- _Directions for this task_
Some lines in the data below hold the string "graph". Report how many, as a bare number.

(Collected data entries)
---

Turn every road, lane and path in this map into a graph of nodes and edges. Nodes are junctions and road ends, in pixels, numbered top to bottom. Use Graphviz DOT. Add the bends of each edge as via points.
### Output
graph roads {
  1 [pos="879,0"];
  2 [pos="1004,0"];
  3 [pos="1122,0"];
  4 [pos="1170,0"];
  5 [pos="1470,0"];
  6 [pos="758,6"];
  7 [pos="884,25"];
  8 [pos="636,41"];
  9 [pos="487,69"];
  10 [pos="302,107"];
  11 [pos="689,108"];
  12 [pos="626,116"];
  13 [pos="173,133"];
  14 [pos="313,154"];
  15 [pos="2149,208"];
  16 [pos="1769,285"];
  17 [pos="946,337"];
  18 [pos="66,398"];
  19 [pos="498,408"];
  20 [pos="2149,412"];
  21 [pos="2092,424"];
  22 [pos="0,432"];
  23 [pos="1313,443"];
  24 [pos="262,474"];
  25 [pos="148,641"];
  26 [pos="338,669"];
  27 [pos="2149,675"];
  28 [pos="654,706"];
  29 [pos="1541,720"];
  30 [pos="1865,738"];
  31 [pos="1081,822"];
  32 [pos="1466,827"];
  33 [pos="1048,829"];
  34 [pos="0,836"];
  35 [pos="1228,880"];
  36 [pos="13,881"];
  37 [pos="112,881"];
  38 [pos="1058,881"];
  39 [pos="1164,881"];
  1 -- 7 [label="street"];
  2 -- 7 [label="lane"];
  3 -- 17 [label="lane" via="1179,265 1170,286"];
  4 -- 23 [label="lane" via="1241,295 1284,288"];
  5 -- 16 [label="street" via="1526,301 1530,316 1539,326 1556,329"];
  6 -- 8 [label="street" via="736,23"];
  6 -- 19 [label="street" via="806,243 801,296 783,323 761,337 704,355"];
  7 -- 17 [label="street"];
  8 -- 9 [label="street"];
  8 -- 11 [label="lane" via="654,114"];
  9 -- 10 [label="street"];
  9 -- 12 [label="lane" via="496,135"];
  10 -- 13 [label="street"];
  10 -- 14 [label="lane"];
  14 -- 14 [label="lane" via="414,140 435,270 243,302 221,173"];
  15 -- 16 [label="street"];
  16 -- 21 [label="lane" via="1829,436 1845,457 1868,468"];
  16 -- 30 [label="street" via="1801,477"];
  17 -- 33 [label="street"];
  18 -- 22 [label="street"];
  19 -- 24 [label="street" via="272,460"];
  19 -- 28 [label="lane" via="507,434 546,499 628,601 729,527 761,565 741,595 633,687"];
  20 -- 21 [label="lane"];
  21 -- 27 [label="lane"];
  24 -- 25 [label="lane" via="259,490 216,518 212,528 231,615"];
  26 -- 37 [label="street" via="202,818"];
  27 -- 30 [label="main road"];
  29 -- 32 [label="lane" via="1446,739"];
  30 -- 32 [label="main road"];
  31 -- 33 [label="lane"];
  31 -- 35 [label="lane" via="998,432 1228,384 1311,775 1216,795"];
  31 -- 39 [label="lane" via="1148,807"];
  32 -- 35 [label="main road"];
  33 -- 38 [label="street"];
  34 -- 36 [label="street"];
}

---

- _Exercise answer_
2